Cada autora además regala consejos: “En la novela romántica siempre es bueno que haya un atormentado. La protagonista tiene valores lindos para resaltar. Voy descubriendo el personaje y sus recovecos, armándolo a medida que escribo. A veces me ofrece cosas inesperadas. Siempre es más lo que se investiga que lo que se puede escribir. Es muy valioso que la gente aprenda historia y a mí no me importa que me digan que es una novelita rosa. Rosa es un color que me encanta, pero me gusta mucho el policial también”.
Contó que “cada novela tuvo su rincón especial en la casa”.
Los finales felices parecen ser una característica primordial de la novela rosa, sin embargo, para Casañas “Amalia tiene un final desastroso y es la novela romántica nacional con un contexto histórico muy fuerte, con traiciones, intrigas, y el mismo amor que ella es reticente a mostrar. Pero con final trágico, pero el romanticismo tiene al amor ideal como meta. Por eso las nuestras son posmodernas, porque el final es feliz”.
Algo que tienen en común la mayoría de las escritoras es que los personajes se mueven en un universo que para Casañas es un “círculo de amigos”, ya que aparecen en una novela y otra, o como protagonistas, o como secundarios. Y hasta hay algunas que los “prestan” para que aparezcan en un libro de otra.

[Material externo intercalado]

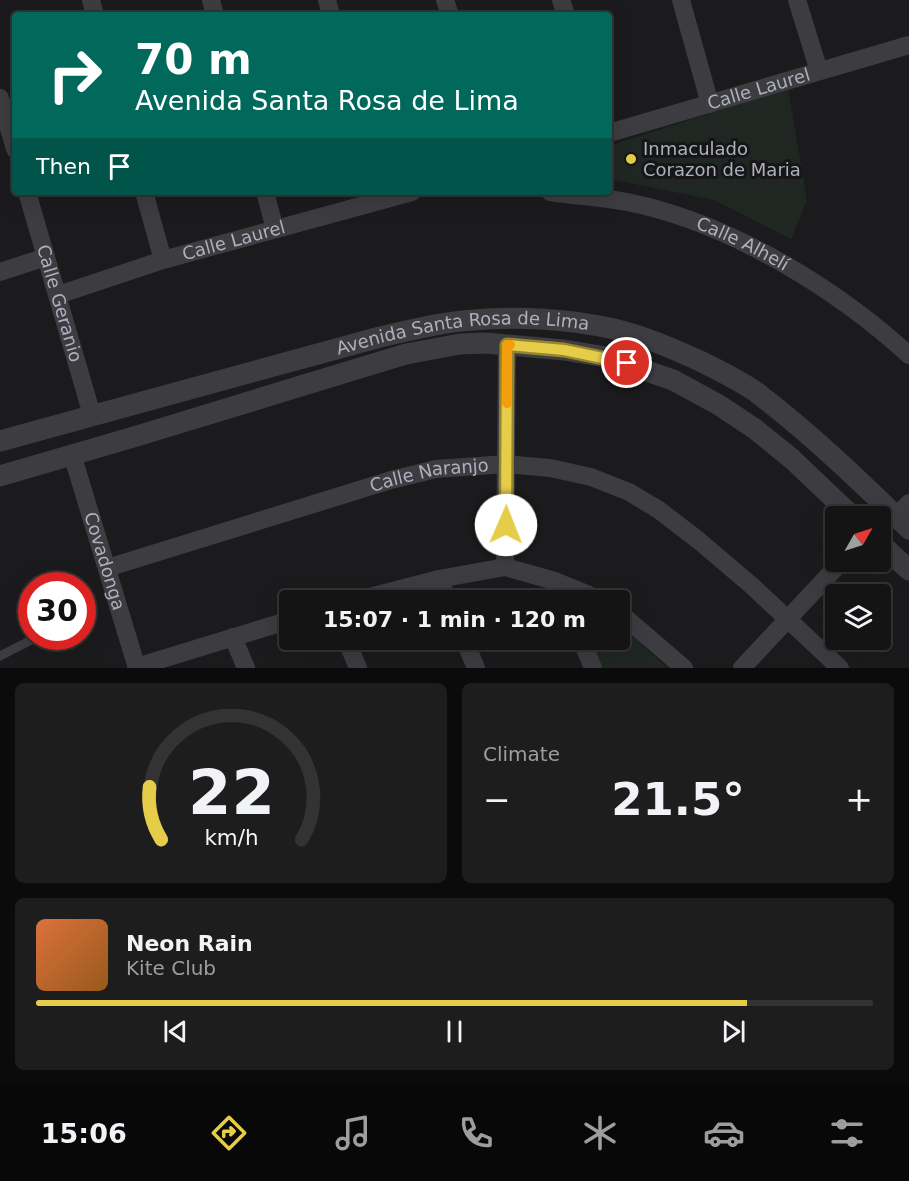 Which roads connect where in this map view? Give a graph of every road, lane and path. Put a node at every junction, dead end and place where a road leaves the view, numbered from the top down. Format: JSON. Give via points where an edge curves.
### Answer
{"nodes":[{"id":1,"x":681,"y":0,"type":"edge"},
{"id":2,"x":797,"y":0,"type":"edge"},
{"id":3,"x":909,"y":45,"type":"edge"},
{"id":4,"x":819,"y":71,"type":"junction"},
{"id":5,"x":0,"y":98,"type":"edge"},
{"id":6,"x":710,"y":104,"type":"junction"},
{"id":7,"x":612,"y":132,"type":"edge"},
{"id":8,"x":12,"y":139,"type":"edge"},
{"id":9,"x":28,"y":195,"type":"edge"},
{"id":10,"x":145,"y":195,"type":"edge"},
{"id":11,"x":266,"y":195,"type":"edge"},
{"id":12,"x":383,"y":195,"type":"edge"},
{"id":13,"x":573,"y":195,"type":"edge"},
{"id":14,"x":275,"y":229,"type":"junction"},
{"id":15,"x":46,"y":257,"type":"junction"},
{"id":16,"x":164,"y":260,"type":"junction"},
{"id":17,"x":0,"y":272,"type":"edge"},
{"id":18,"x":58,"y":295,"type":"junction"},
{"id":19,"x":507,"y":345,"type":"junction"},
{"id":20,"x":909,"y":355,"type":"edge"},
{"id":21,"x":92,"y":415,"type":"junction"},
{"id":22,"x":0,"y":441,"type":"edge"},
{"id":23,"x":72,"y":454,"type":"junction"},
{"id":24,"x":506,"y":464,"type":"junction"},
{"id":25,"x":0,"y":476,"type":"edge"},
{"id":26,"x":841,"y":506,"type":"edge"},
{"id":27,"x":905,"y":516,"type":"edge"},
{"id":28,"x":891,"y":553,"type":"edge"},
{"id":29,"x":505,"y":567,"type":"junction"},
{"id":30,"x":107,"y":568,"type":"junction"},
{"id":31,"x":909,"y":570,"type":"edge"},
{"id":32,"x":832,"y":572,"type":"edge"},
{"id":33,"x":439,"y":579,"type":"junction"},
{"id":34,"x":555,"y":581,"type":"junction"},
{"id":35,"x":397,"y":590,"type":"edge"},
{"id":36,"x":444,"y":590,"type":"edge"},
{"id":37,"x":559,"y":590,"type":"edge"},
{"id":38,"x":577,"y":590,"type":"edge"},
{"id":39,"x":788,"y":619,"type":"junction"},
{"id":40,"x":630,"y":622,"type":"edge"},
{"id":41,"x":279,"y":623,"type":"edge"},
{"id":42,"x":232,"y":637,"type":"junction"},
{"id":43,"x":18,"y":647,"type":"edge"},
{"id":44,"x":351,"y":650,"type":"edge"},
{"id":45,"x":469,"y":650,"type":"edge"},
{"id":46,"x":585,"y":650,"type":"edge"},
{"id":47,"x":0,"y":656,"type":"edge"},
{"id":48,"x":136,"y":668,"type":"edge"},
{"id":49,"x":246,"y":668,"type":"edge"},
{"id":50,"x":358,"y":668,"type":"edge"},
{"id":51,"x":476,"y":668,"type":"edge"},
{"id":52,"x":593,"y":668,"type":"edge"},
{"id":53,"x":684,"y":668,"type":"edge"},
{"id":54,"x":742,"y":668,"type":"edge"},
{"id":55,"x":840,"y":668,"type":"edge"}],
"edges":[{"from":1,"to":6,"type":"street"},
{"from":2,"to":4,"type":"street"},
{"from":3,"to":4,"type":"street","name":"Calle Laurel"},
{"from":4,"to":6,"type":"street","name":"Calle Laurel"},
{"from":5,"to":8,"type":"street"},
{"from":6,"to":7,"type":"street","name":"Calle Laurel"},
{"from":9,"to":15,"type":"street","name":"Calle Geranio"},
{"from":10,"to":16,"type":"street"},
{"from":11,"to":14,"type":"street"},
{"from":12,"to":14,"type":"street","name":"Calle Laurel"},
{"from":13,"to":20,"type":"street","name":"Calle Alhelí","via":[[627,202],[744,243],[818,284]]},
{"from":14,"to":16,"type":"street","name":"Calle Laurel"},
{"from":15,"to":17,"type":"street"},
{"from":15,"to":18,"type":"street","name":"Calle Geranio"},
{"from":16,"to":18,"type":"street","name":"Calle Laurel"},
{"from":18,"to":21,"type":"street","name":"Calle Geranio"},
{"from":19,"to":23,"type":"street","name":"Avenida Santa Rosa de Lima","via":[[460,344],[406,354]]},
{"from":19,"to":24,"type":"street"},
{"from":19,"to":26,"type":"street","name":"Avenida Santa Rosa de Lima","via":[[606,357],[673,380],[755,429]]},
{"from":21,"to":22,"type":"street","name":"Avenida Santa Rosa de Lima"},
{"from":21,"to":27,"type":"street","name":"Avenida Santa Rosa de Lima","via":[[429,326],[506,319],[582,323],[680,352],[714,368],[754,392]]},
{"from":23,"to":25,"type":"street","name":"Avenida Santa Rosa de Lima"},
{"from":23,"to":30,"type":"street","name":"Covadonga"},
{"from":24,"to":29,"type":"street"},
{"from":24,"to":30,"type":"street","name":"Calle Naranjo","via":[[413,474]]},
{"from":24,"to":39,"type":"street","name":"Calle Naranjo","via":[[591,477],[629,492],[698,540]]},
{"from":28,"to":31,"type":"street"},
{"from":29,"to":33,"type":"street"},
{"from":29,"to":34,"type":"street"},
{"from":30,"to":48,"type":"street","name":"Covadonga"},
{"from":32,"to":39,"type":"street"},
{"from":33,"to":35,"type":"street"},
{"from":33,"to":36,"type":"street"},
{"from":34,"to":37,"type":"street"},
{"from":34,"to":38,"type":"street"},
{"from":39,"to":54,"type":"street"},
{"from":39,"to":55,"type":"street","name":"Calle Naranjo"},
{"from":40,"to":53,"type":"street"},
{"from":41,"to":42,"type":"street"},
{"from":42,"to":48,"type":"street"},
{"from":42,"to":49,"type":"street"},
{"from":43,"to":47,"type":"lane"},
{"from":44,"to":50,"type":"street"},
{"from":45,"to":51,"type":"street"},
{"from":46,"to":52,"type":"street"}]} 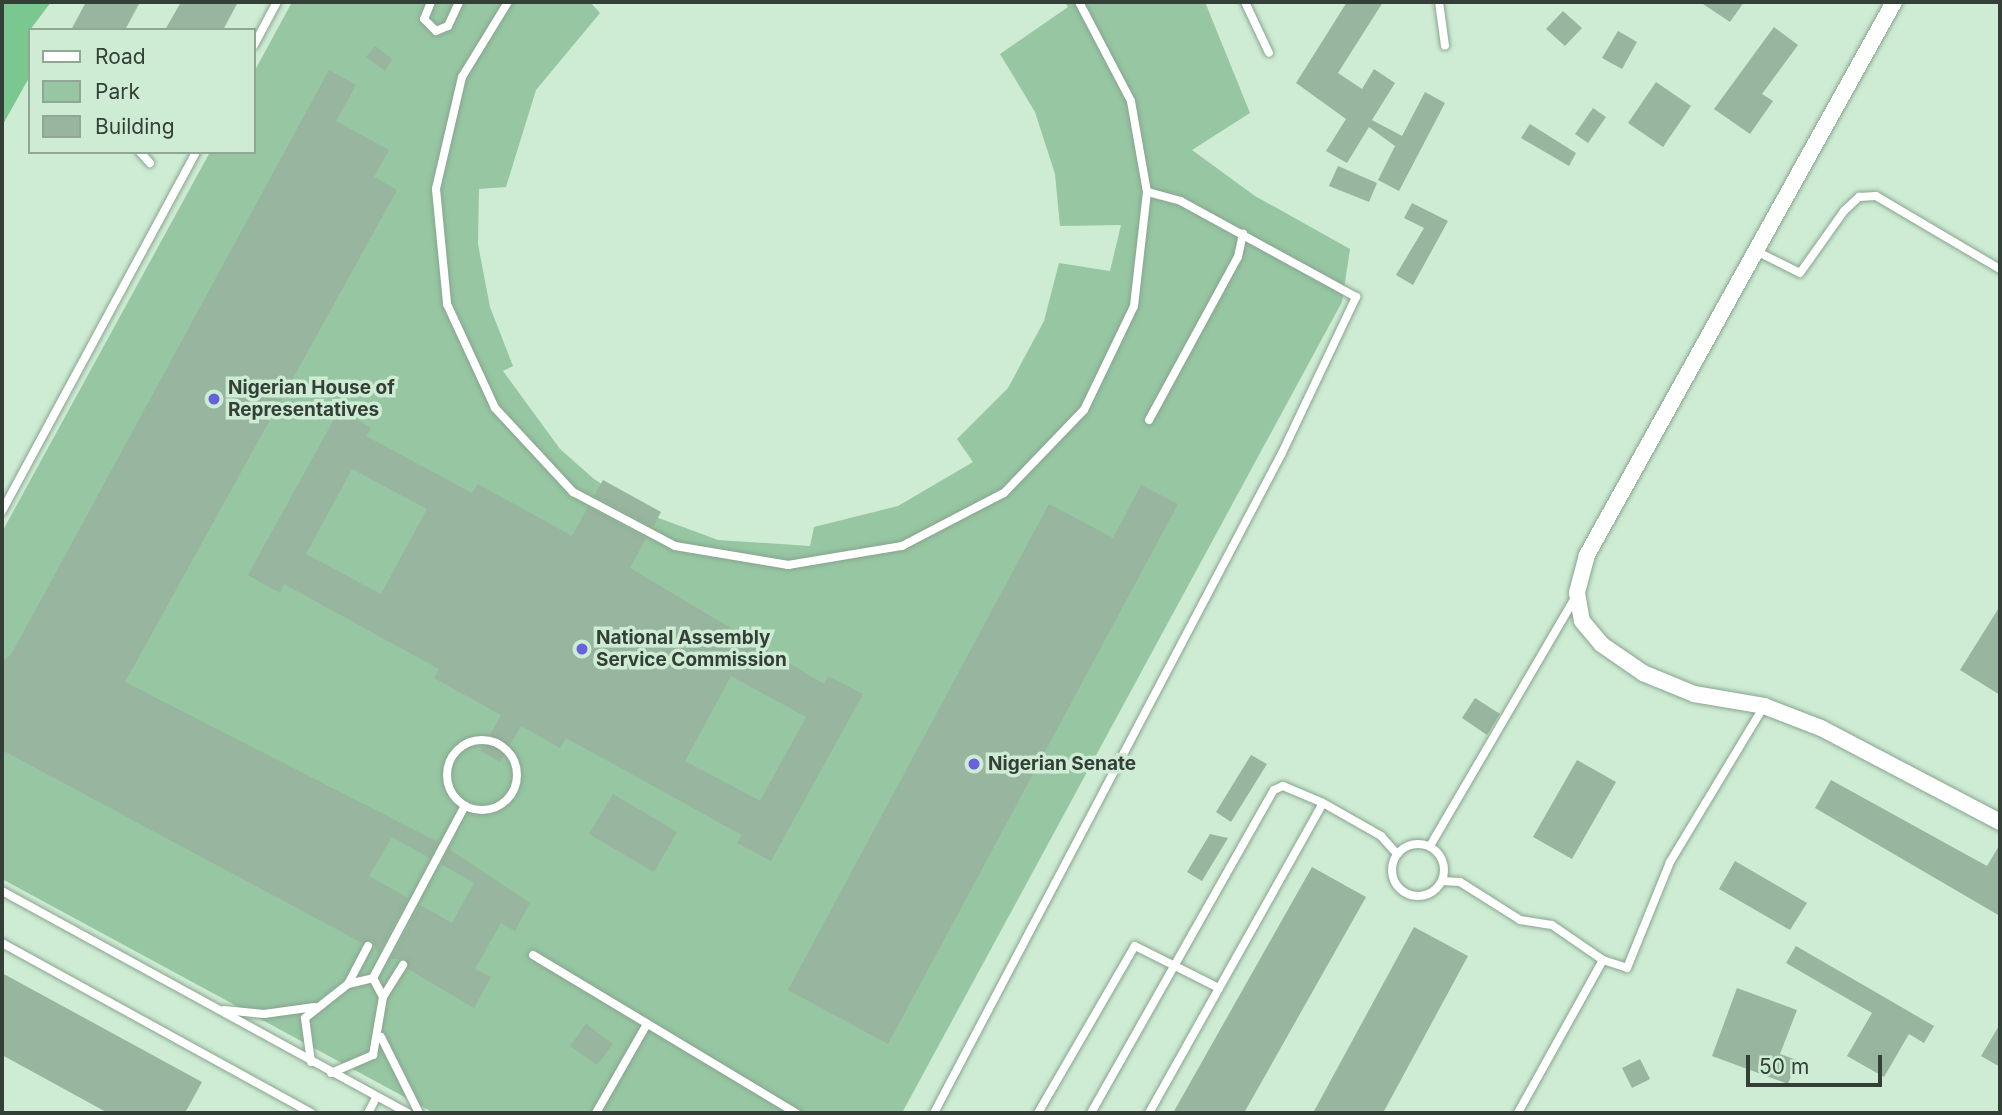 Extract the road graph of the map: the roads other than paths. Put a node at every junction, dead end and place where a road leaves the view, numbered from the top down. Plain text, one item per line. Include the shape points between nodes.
1 (277, 2) edge
2 (431, 2) edge
3 (459, 2) edge
4 (508, 2) edge
5 (1079, 2) edge
6 (1245, 2) edge
7 (1440, 2) edge
8 (1894, 2) edge
9 (256, 41) edge
10 (1445, 46) dead end
11 (1269, 52) dead end
12 (142, 154) edge
13 (195, 154) edge
14 (149, 163) dead end
15 (1147, 192) junction
16 (1243, 234) junction
17 (1756, 251) junction
18 (2000, 269) edge
19 (1149, 420) dead end
20 (2, 511) edge
21 (1577, 593) junction
22 (1764, 706) junction
23 (1323, 803) junction
24 (465, 806) junction
25 (2000, 822) edge
26 (1430, 846) junction
27 (1397, 854) junction
28 (1441, 881) junction
29 (2, 891) edge
30 (2, 943) edge
31 (368, 946) dead end
32 (533, 955) dead end
33 (1603, 960) junction
34 (1176, 964) junction
35 (403, 965) dead end
36 (373, 978) junction
37 (348, 984) junction
38 (1219, 988) junction
39 (383, 997) junction
40 (315, 1007) junction
41 (216, 1009) junction
42 (647, 1024) junction
43 (381, 1037) junction
44 (311, 1062) junction
45 (331, 1073) junction
46 (376, 1098) junction
47 (311, 1113) edge
48 (368, 1113) edge
49 (407, 1113) edge
50 (419, 1113) edge
51 (596, 1113) edge
52 (796, 1113) edge
53 (934, 1113) edge
54 (1038, 1113) edge
55 (1091, 1113) edge
56 (1149, 1113) edge
57 (1518, 1113) edge

1 - 9 lane
2 - 3 lane via 424,19 436,31 448,26
4 - 15 lane via 461,77 436,189 447,304 495,408 538,455 573,492 675,546 788,565 902,546 1004,493 1084,410 1134,306
5 - 15 lane via 1131,101
6 - 11 lane
7 - 10 lane
8 - 17 street
12 - 14 lane
13 - 20 lane
15 - 16 lane via 1181,201
16 - 19 lane via 1238,257
16 - 53 lane via 1356,297 1352,309
17 - 18 lane via 1800,273 1844,211 1859,197 1876,196
17 - 21 street via 1587,555
21 - 22 street via 1588,629 1643,673 1694,694
21 - 26 lane
22 - 25 street via 1890,760
22 - 33 lane via 1670,862 1627,968
23 - 27 lane via 1381,836
23 - 34 lane via 1283,786 1274,790
23 - 38 lane
24 - 24 lane via 500,806 516,788 516,764 502,745 478,739 451,757 447,779
24 - 36 lane
26 - 27 lane via 1412,844
26 - 28 lane via 1444,863
27 - 28 lane via 1392,872 1401,890 1419,896
28 - 33 lane via 1460,882 1520,920 1552,925
29 - 41 lane
30 - 47 lane
31 - 37 lane
32 - 42 lane
33 - 57 lane
34 - 38 lane
34 - 54 lane via 1143,946 1130,949
34 - 55 lane
35 - 39 lane
36 - 37 lane
36 - 39 lane
37 - 40 lane
38 - 56 lane
39 - 43 lane
40 - 41 lane via 264,1014
40 - 44 lane via 303,1030
41 - 44 lane
42 - 51 lane
42 - 52 lane
43 - 45 lane via 364,1062
43 - 50 lane
44 - 45 lane
45 - 46 lane
46 - 48 lane
46 - 49 lane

Casañas prefiere el siglo XIX porque “es el pasado con una especie de apertura a lo que se viene. Un siglo de cambios, que es una combinación ideal. Si estudiamos la traición, los celos, la pasión, entendemos cómo somos hoy: la retórica heredada de los españoles, pero sin hacer nada, ya que no son ejecutores” En ese contexto resalta la figura de Domingo Faustino Sarmiento.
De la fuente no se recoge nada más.